== Given records ==
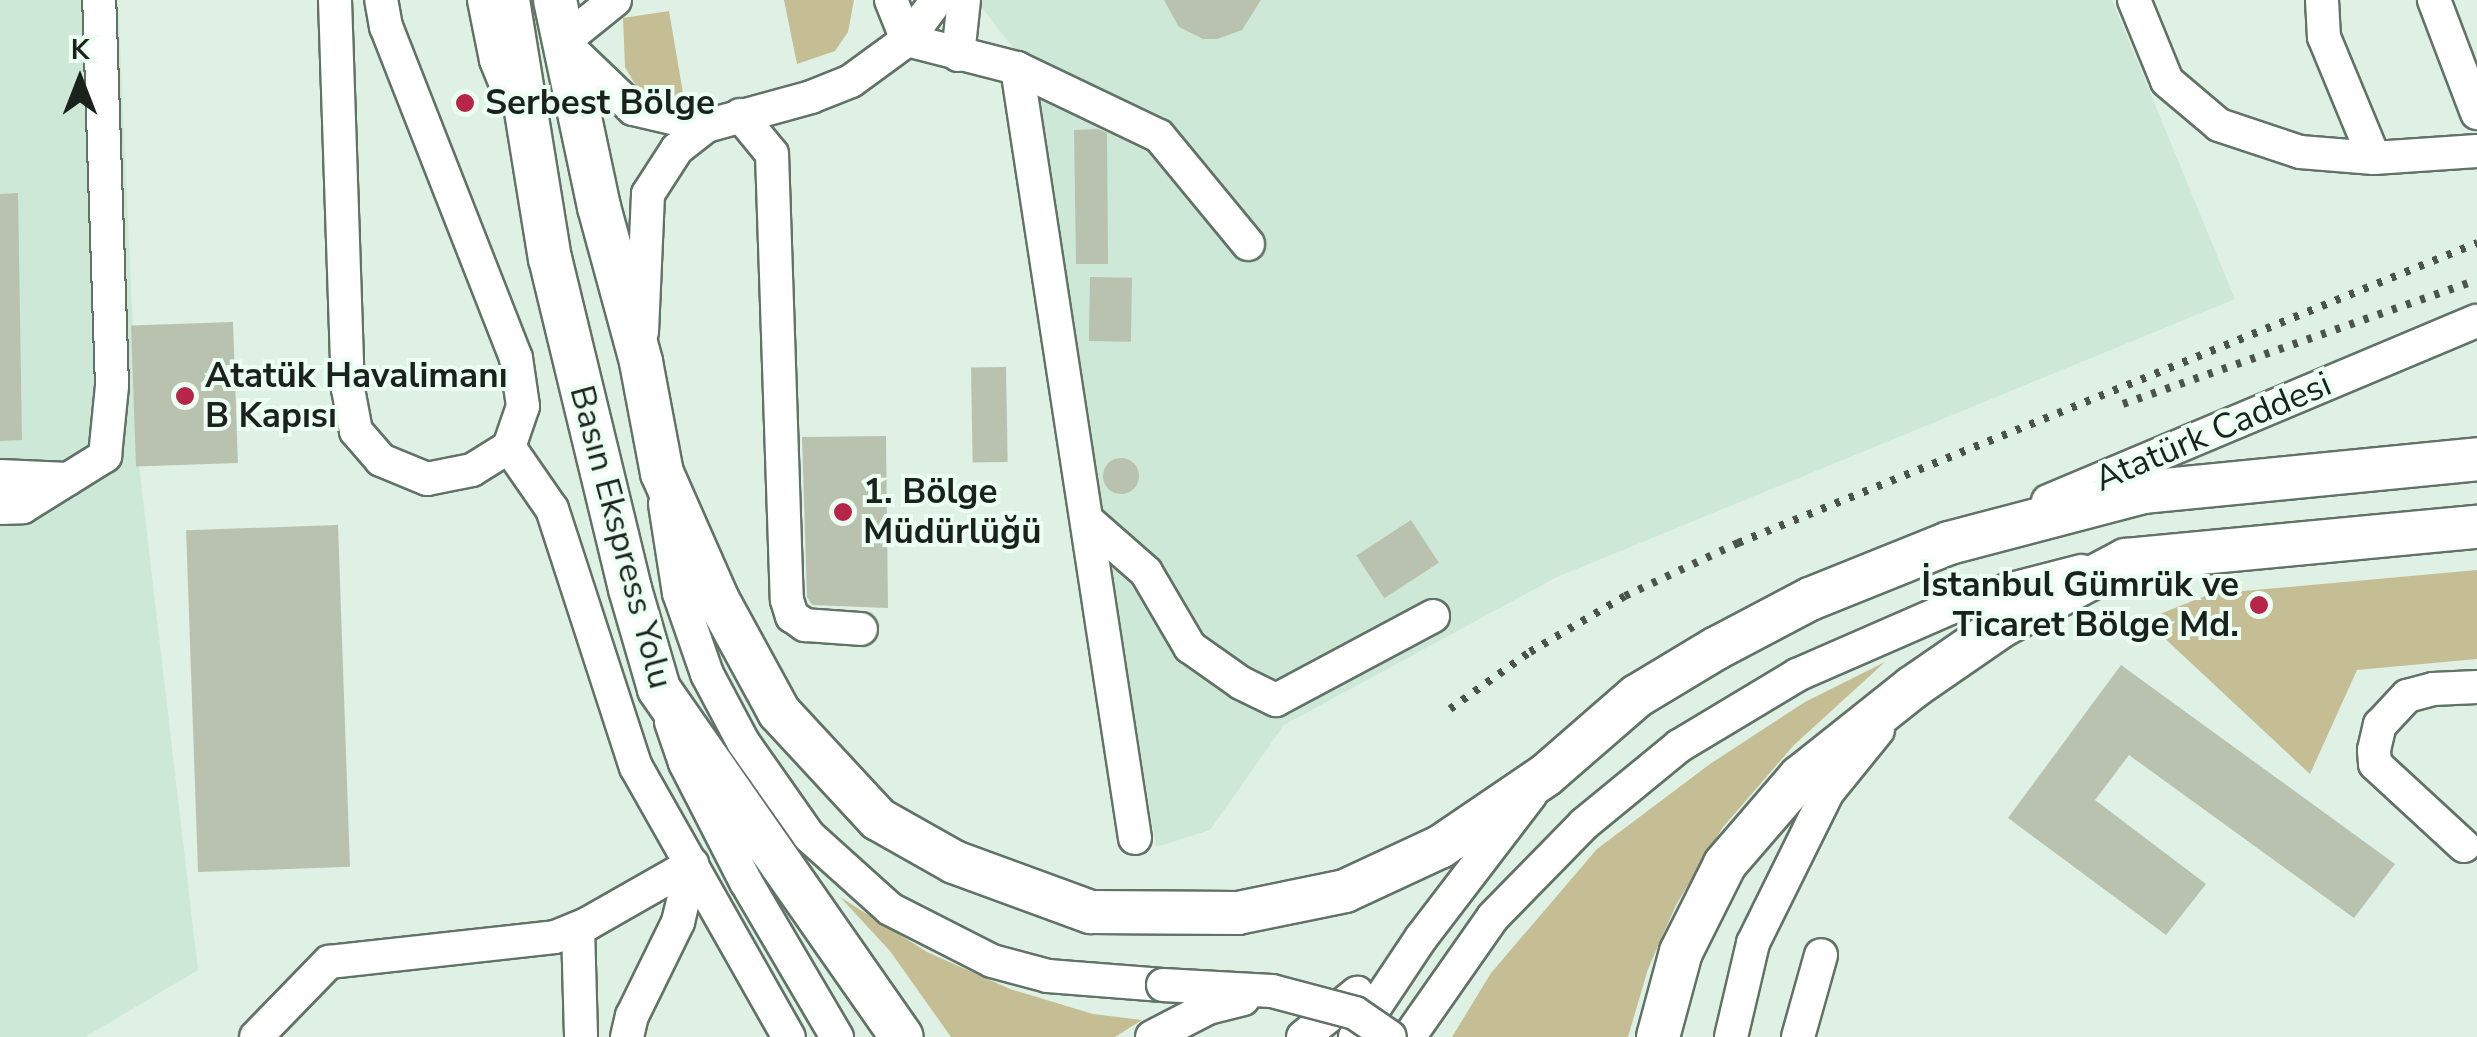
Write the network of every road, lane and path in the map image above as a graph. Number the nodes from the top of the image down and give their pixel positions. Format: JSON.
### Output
{"nodes":[{"id":1,"x":99,"y":0,"type":"edge"},
{"id":2,"x":335,"y":0,"type":"edge"},
{"id":3,"x":484,"y":0,"type":"edge"},
{"id":4,"x":508,"y":0,"type":"edge"},
{"id":5,"x":555,"y":0,"type":"edge"},
{"id":6,"x":616,"y":0,"type":"edge"},
{"id":7,"x":891,"y":0,"type":"edge"},
{"id":8,"x":937,"y":0,"type":"edge"},
{"id":9,"x":964,"y":0,"type":"edge"},
{"id":10,"x":2134,"y":0,"type":"edge"},
{"id":11,"x":2322,"y":0,"type":"edge"},
{"id":12,"x":2434,"y":0,"type":"edge"},
{"id":13,"x":382,"y":3,"type":"edge"},
{"id":14,"x":907,"y":40,"type":"junction"},
{"id":15,"x":562,"y":42,"type":"junction"},
{"id":16,"x":958,"y":55,"type":"junction"},
{"id":17,"x":1017,"y":68,"type":"junction"},
{"id":18,"x":2477,"y":113,"type":"edge"},
{"id":19,"x":740,"y":115,"type":"junction"},
{"id":20,"x":706,"y":126,"type":"junction"},
{"id":21,"x":2477,"y":151,"type":"edge"},
{"id":22,"x":536,"y":156,"type":"junction"},
{"id":23,"x":2374,"y":158,"type":"junction"},
{"id":24,"x":1248,"y":244,"type":"dead end"},
{"id":25,"x":2477,"y":321,"type":"edge"},
{"id":26,"x":641,"y":362,"type":"junction"},
{"id":27,"x":509,"y":447,"type":"junction"},
{"id":28,"x":2477,"y":459,"type":"edge"},
{"id":29,"x":662,"y":473,"type":"junction"},
{"id":30,"x":0,"y":476,"type":"edge"},
{"id":31,"x":68,"y":478,"type":"junction"},
{"id":32,"x":0,"y":508,"type":"edge"},
{"id":33,"x":1088,"y":521,"type":"junction"},
{"id":34,"x":2477,"y":527,"type":"edge"},
{"id":35,"x":1948,"y":543,"type":"junction"},
{"id":36,"x":2126,"y":560,"type":"junction"},
{"id":37,"x":1433,"y":616,"type":"dead end"},
{"id":38,"x":861,"y":630,"type":"dead end"},
{"id":39,"x":1913,"y":687,"type":"junction"},
{"id":40,"x":2477,"y":687,"type":"edge"},
{"id":41,"x":659,"y":689,"type":"junction"},
{"id":42,"x":1546,"y":775,"type":"junction"},
{"id":43,"x":1136,"y":838,"type":"dead end"},
{"id":44,"x":2464,"y":846,"type":"dead end"},
{"id":45,"x":692,"y":864,"type":"junction"},
{"id":46,"x":578,"y":928,"type":"junction"},
{"id":47,"x":1421,"y":938,"type":"junction"},
{"id":48,"x":1821,"y":954,"type":"dead end"},
{"id":49,"x":1272,"y":991,"type":"junction"},
{"id":50,"x":256,"y":1037,"type":"edge"},
{"id":51,"x":581,"y":1037,"type":"edge"},
{"id":52,"x":627,"y":1037,"type":"edge"},
{"id":53,"x":789,"y":1037,"type":"edge"},
{"id":54,"x":837,"y":1037,"type":"edge"},
{"id":55,"x":902,"y":1037,"type":"edge"},
{"id":56,"x":1152,"y":1037,"type":"edge"},
{"id":57,"x":1303,"y":1037,"type":"edge"},
{"id":58,"x":1355,"y":1037,"type":"edge"},
{"id":59,"x":1390,"y":1037,"type":"edge"},
{"id":60,"x":1410,"y":1037,"type":"edge"},
{"id":61,"x":1658,"y":1037,"type":"edge"},
{"id":62,"x":1730,"y":1037,"type":"edge"},
{"id":63,"x":1798,"y":1037,"type":"edge"}],
"edges":[{"from":1,"to":31,"type":"street"},
{"from":2,"to":27,"type":"street"},
{"from":3,"to":22,"type":"street"},
{"from":4,"to":22,"type":"main road","name":"Basın Ekspress Yolu"},
{"from":5,"to":15,"type":"main road","name":"Basın Ekspress Yolu"},
{"from":6,"to":15,"type":"street"},
{"from":7,"to":14,"type":"street"},
{"from":8,"to":14,"type":"street"},
{"from":9,"to":16,"type":"street"},
{"from":10,"to":23,"type":"street"},
{"from":11,"to":23,"type":"street"},
{"from":12,"to":18,"type":"street"},
{"from":13,"to":27,"type":"street"},
{"from":14,"to":16,"type":"street"},
{"from":14,"to":19,"type":"street"},
{"from":15,"to":20,"type":"street"},
{"from":15,"to":26,"type":"main road","name":"Basın Ekspress Yolu"},
{"from":16,"to":17,"type":"street"},
{"from":17,"to":24,"type":"street"},
{"from":17,"to":33,"type":"street"},
{"from":19,"to":20,"type":"street"},
{"from":19,"to":38,"type":"street"},
{"from":20,"to":26,"type":"street"},
{"from":21,"to":23,"type":"street"},
{"from":22,"to":41,"type":"main road","name":"Basın Ekspress Yolu"},
{"from":25,"to":35,"type":"street","name":"Atatürk Caddesi"},
{"from":26,"to":29,"type":"main road"},
{"from":27,"to":45,"type":"street"},
{"from":28,"to":35,"type":"main road"},
{"from":29,"to":42,"type":"main road"},
{"from":29,"to":49,"type":"street","bridge":true},
{"from":30,"to":31,"type":"street"},
{"from":31,"to":32,"type":"street"},
{"from":33,"to":37,"type":"street"},
{"from":33,"to":43,"type":"street"},
{"from":34,"to":36,"type":"main road"},
{"from":35,"to":42,"type":"main road"},
{"from":36,"to":39,"type":"main road"},
{"from":36,"to":60,"type":"street"},
{"from":39,"to":61,"type":"main road"},
{"from":39,"to":62,"type":"street"},
{"from":40,"to":44,"type":"street"},
{"from":41,"to":54,"type":"street","name":"Basın Ekspress Yolu"},
{"from":41,"to":55,"type":"main road"},
{"from":42,"to":47,"type":"street"},
{"from":45,"to":46,"type":"street"},
{"from":45,"to":52,"type":"street"},
{"from":45,"to":53,"type":"street"},
{"from":46,"to":50,"type":"street"},
{"from":46,"to":51,"type":"street"},
{"from":47,"to":57,"type":"street"},
{"from":47,"to":58,"type":"street"},
{"from":48,"to":63,"type":"street"},
{"from":49,"to":56,"type":"street","bridge":true},
{"from":49,"to":59,"type":"street","bridge":true}]}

== Instructions for the task ==
What belongs in the answer is each line of the listing that contains the word "main".

== Reply ==
{"from":4,"to":22,"type":"main road","name":"Basın Ekspress Yolu"},
{"from":5,"to":15,"type":"main road","name":"Basın Ekspress Yolu"},
{"from":15,"to":26,"type":"main road","name":"Basın Ekspress Yolu"},
{"from":22,"to":41,"type":"main road","name":"Basın Ekspress Yolu"},
{"from":26,"to":29,"type":"main road"},
{"from":28,"to":35,"type":"main road"},
{"from":29,"to":42,"type":"main road"},
{"from":34,"to":36,"type":"main road"},
{"from":35,"to":42,"type":"main road"},
{"from":36,"to":39,"type":"main road"},
{"from":39,"to":61,"type":"main road"},
{"from":41,"to":55,"type":"main road"},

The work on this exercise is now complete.